OH!!! I’m really hoping to go to the International Spy Museum while I’m here! Can I just tell you how insanely excited I got when I saw the ad for that?! You can even do a spy op while you’re there!! (Maybe they’ll recruit me for the CIA…)
But the reason for this odd little note is to share something with you – something that spoke such life to my soul.
The past few weeks I’ve been wrestling with feeling like my heart is not in the right place. I’ve been so frustrated with myself, and asking God to change me, but wanting to run away from Him cause I haven’t liked what I’ve seen. Have you ever experienced that?
Well I was reading over my journals from the fall, and saw one that spoke so much to my heart. I hope it encourages your heart as well! 🙂
October 5, 2012: I’m speaking at Alfred tonight and have been trying to pray and get my heart close to God, but feeling so far. And I realized a few things as I’ve been trying to draw near today:
- I need Him even to need Him. I am utterly dependent on HIM (not on my own abilities) to stay close to Him.

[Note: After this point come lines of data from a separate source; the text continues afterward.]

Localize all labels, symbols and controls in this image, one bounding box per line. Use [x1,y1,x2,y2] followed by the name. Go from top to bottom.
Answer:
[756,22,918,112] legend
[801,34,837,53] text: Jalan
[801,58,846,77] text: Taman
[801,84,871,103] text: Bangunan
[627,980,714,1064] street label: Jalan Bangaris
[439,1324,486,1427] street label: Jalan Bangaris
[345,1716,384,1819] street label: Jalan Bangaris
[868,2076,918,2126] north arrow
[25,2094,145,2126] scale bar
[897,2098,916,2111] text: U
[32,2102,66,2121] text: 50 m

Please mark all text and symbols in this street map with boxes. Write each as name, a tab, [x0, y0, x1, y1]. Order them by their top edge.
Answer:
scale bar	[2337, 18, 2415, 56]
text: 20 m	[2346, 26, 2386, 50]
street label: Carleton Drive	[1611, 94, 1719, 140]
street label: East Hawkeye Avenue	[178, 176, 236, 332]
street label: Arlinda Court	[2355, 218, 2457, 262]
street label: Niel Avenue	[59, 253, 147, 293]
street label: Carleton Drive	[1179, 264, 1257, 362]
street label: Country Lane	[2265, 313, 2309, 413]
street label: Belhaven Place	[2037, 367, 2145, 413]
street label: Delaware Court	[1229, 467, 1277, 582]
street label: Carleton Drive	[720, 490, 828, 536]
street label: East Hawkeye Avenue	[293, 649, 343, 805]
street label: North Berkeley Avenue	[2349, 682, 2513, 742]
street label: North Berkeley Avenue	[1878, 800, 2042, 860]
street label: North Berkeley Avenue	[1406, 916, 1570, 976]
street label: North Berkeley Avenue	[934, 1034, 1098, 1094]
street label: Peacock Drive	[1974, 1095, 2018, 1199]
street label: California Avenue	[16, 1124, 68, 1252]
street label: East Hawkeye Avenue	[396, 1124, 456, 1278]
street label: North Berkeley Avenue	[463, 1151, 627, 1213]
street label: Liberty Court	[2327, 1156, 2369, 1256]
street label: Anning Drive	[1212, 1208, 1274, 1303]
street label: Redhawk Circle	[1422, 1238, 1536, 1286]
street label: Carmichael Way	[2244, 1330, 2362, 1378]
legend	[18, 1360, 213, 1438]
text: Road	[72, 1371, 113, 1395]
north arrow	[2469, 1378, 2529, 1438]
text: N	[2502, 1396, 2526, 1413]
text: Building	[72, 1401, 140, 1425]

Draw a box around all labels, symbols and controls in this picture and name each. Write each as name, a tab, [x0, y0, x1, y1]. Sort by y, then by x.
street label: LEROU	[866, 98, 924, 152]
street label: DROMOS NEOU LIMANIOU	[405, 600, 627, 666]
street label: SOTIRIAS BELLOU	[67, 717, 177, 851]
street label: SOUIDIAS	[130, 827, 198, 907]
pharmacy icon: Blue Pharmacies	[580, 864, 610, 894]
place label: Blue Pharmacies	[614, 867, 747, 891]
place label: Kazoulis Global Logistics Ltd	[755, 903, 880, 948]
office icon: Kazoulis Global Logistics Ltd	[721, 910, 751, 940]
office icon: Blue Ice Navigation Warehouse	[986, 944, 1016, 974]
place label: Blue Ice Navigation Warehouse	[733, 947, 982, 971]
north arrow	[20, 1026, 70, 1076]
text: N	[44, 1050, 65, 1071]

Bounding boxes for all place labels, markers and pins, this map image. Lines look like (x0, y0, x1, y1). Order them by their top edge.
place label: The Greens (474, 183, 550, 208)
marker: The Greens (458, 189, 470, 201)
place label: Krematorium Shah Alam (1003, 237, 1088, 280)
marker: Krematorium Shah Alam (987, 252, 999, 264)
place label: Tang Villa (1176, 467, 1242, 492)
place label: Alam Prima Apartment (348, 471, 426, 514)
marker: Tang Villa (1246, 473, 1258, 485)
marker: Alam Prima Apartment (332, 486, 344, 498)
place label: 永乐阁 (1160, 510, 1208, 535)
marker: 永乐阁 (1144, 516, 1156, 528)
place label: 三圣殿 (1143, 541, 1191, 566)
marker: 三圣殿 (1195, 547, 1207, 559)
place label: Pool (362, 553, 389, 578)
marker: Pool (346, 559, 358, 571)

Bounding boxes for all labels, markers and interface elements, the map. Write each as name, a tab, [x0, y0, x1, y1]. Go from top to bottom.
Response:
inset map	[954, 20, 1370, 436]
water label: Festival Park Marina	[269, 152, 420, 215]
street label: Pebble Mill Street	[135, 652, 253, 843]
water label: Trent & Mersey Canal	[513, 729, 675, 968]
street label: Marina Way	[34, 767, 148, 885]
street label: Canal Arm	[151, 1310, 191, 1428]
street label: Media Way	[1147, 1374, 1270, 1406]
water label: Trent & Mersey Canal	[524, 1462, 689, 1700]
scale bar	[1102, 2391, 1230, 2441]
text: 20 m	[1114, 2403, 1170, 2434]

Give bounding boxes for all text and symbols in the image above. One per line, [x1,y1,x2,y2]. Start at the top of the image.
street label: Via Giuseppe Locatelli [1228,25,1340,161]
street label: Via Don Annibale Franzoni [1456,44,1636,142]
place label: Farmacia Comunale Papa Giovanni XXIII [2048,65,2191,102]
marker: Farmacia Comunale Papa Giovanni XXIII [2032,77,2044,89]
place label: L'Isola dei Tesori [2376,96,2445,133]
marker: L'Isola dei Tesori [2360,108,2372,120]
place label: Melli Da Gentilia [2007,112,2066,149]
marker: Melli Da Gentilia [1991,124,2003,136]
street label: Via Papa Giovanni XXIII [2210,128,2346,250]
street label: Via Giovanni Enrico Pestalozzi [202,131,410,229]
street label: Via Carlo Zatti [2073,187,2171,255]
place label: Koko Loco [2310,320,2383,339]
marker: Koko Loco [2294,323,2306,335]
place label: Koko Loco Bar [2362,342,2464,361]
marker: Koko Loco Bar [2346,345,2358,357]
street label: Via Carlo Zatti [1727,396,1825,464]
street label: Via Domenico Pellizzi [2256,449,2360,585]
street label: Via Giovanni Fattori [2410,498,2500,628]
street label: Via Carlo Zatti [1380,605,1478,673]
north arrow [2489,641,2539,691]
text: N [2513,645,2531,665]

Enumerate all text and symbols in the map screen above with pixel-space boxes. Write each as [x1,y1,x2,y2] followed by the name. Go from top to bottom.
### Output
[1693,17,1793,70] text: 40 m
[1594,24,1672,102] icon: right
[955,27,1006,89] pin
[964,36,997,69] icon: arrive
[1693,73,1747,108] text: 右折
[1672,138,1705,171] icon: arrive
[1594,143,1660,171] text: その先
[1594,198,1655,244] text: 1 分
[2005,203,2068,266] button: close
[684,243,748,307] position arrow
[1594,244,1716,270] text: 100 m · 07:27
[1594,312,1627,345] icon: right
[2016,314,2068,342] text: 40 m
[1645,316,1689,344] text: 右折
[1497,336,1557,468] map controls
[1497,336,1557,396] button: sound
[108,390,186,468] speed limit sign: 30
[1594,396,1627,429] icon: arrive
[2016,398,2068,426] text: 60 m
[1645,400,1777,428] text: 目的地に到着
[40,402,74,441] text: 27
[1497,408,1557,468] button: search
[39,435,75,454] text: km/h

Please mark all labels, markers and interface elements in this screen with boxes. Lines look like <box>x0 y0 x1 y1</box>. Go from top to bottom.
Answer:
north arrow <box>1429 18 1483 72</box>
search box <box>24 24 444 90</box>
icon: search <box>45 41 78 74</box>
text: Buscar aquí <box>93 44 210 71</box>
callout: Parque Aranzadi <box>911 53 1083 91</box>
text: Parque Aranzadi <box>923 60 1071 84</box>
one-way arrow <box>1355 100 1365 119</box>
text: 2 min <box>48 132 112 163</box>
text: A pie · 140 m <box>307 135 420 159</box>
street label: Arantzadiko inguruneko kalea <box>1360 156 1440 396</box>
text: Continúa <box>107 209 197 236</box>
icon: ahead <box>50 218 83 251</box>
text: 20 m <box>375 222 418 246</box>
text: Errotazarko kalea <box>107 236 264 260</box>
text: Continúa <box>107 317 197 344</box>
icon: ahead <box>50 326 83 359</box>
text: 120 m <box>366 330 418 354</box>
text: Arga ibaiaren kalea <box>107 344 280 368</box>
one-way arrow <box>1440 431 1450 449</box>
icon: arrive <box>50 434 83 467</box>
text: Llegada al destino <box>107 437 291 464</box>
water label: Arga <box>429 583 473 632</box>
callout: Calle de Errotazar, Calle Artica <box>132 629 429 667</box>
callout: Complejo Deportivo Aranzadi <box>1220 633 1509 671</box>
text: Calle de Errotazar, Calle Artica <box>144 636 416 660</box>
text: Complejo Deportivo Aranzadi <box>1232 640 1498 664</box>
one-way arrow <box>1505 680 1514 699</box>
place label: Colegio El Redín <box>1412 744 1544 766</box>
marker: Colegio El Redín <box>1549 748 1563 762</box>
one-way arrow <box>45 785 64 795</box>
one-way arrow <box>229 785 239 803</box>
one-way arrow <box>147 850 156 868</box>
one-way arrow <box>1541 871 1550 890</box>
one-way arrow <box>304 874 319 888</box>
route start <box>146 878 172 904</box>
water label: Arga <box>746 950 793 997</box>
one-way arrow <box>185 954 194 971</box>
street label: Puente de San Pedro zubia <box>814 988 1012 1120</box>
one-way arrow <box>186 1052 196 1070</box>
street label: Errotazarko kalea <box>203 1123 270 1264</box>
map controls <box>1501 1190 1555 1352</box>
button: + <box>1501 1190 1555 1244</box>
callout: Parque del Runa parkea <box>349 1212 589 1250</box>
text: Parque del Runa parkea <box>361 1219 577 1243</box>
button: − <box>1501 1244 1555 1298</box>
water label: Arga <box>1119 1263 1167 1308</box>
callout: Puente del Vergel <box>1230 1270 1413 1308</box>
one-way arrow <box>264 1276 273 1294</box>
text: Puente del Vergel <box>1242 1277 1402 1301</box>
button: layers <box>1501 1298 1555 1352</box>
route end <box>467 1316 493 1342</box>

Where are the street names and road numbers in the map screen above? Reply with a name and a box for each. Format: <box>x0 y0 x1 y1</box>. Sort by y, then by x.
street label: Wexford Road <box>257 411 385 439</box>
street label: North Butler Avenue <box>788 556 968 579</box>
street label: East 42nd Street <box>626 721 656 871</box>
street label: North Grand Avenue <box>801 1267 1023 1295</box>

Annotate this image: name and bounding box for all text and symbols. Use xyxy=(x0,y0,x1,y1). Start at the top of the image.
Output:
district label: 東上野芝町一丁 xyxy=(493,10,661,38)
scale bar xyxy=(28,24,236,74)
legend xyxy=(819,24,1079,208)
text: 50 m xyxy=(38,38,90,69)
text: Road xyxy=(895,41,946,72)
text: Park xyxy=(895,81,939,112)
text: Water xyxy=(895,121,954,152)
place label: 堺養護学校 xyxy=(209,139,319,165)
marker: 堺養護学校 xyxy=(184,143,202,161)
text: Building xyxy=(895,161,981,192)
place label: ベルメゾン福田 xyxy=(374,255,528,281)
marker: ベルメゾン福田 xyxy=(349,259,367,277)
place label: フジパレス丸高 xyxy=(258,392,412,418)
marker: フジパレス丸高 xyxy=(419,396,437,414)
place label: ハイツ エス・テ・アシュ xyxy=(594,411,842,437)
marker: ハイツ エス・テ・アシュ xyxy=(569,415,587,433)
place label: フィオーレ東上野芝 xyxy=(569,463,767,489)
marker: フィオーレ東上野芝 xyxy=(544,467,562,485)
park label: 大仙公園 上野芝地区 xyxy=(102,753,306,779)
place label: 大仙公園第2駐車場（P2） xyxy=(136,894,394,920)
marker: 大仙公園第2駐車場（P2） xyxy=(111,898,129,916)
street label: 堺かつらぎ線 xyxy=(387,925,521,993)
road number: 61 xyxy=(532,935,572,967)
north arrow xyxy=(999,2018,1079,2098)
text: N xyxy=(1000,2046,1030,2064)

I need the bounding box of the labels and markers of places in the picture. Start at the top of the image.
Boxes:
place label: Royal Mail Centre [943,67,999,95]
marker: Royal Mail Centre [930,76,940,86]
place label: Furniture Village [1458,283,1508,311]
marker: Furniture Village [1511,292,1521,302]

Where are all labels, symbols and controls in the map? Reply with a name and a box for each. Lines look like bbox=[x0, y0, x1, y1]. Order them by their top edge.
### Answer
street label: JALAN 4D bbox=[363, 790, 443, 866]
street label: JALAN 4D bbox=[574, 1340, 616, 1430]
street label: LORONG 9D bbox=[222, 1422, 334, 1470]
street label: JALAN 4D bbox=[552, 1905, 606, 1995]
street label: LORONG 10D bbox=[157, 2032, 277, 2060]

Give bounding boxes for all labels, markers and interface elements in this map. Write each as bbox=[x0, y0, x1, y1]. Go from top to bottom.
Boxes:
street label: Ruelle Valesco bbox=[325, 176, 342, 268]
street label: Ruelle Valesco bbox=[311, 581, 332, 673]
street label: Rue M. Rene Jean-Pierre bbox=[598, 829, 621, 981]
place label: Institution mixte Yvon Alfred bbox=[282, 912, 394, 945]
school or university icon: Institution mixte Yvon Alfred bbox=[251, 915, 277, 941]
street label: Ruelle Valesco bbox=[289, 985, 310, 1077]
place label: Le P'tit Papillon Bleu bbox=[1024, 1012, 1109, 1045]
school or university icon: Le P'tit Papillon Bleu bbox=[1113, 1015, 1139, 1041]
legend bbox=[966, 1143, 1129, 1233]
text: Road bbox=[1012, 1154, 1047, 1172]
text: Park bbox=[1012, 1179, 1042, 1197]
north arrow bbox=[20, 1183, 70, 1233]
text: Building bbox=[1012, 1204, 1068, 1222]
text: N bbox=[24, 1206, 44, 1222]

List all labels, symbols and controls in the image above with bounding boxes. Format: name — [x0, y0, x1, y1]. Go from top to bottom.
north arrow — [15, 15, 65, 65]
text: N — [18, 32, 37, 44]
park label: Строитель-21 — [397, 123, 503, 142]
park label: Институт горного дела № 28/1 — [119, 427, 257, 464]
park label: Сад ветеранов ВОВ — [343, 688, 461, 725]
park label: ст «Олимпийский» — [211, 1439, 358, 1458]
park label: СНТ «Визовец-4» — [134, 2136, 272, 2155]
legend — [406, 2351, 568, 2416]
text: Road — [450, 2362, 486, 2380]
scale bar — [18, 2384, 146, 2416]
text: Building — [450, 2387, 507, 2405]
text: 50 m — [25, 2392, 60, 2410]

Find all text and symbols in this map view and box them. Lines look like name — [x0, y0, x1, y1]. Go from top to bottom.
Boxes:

- I have to be determined and resolved. I have to diligently seek Him even when it doesn’t come easily. I have to be after Him with all my heart and sold out to pursue Him at all costs. Being a warrior princess lover. That glorifies Him.
- He’s not disappointed that I don’t feel close; He’s delighting in me as I attempt to fight through and draw closer. He is so happy I am fighting through. That prolly brings more joy to His heart than when I FEEL close, because it says, “You are worth it all!”
Whether in this moment I know it only in my head or in my emotions too – I know that You are what I want Jesus. That I have nothing and am nothing apart from You. That You are my one thing and greatest desire. That I want to be close to You and walk in the power of Your Spirit. I WANT YOU.
So there’s your little shout out from a Panera Bread near Washington, DC. 🙂 I hope it encourages your heart as it did mine!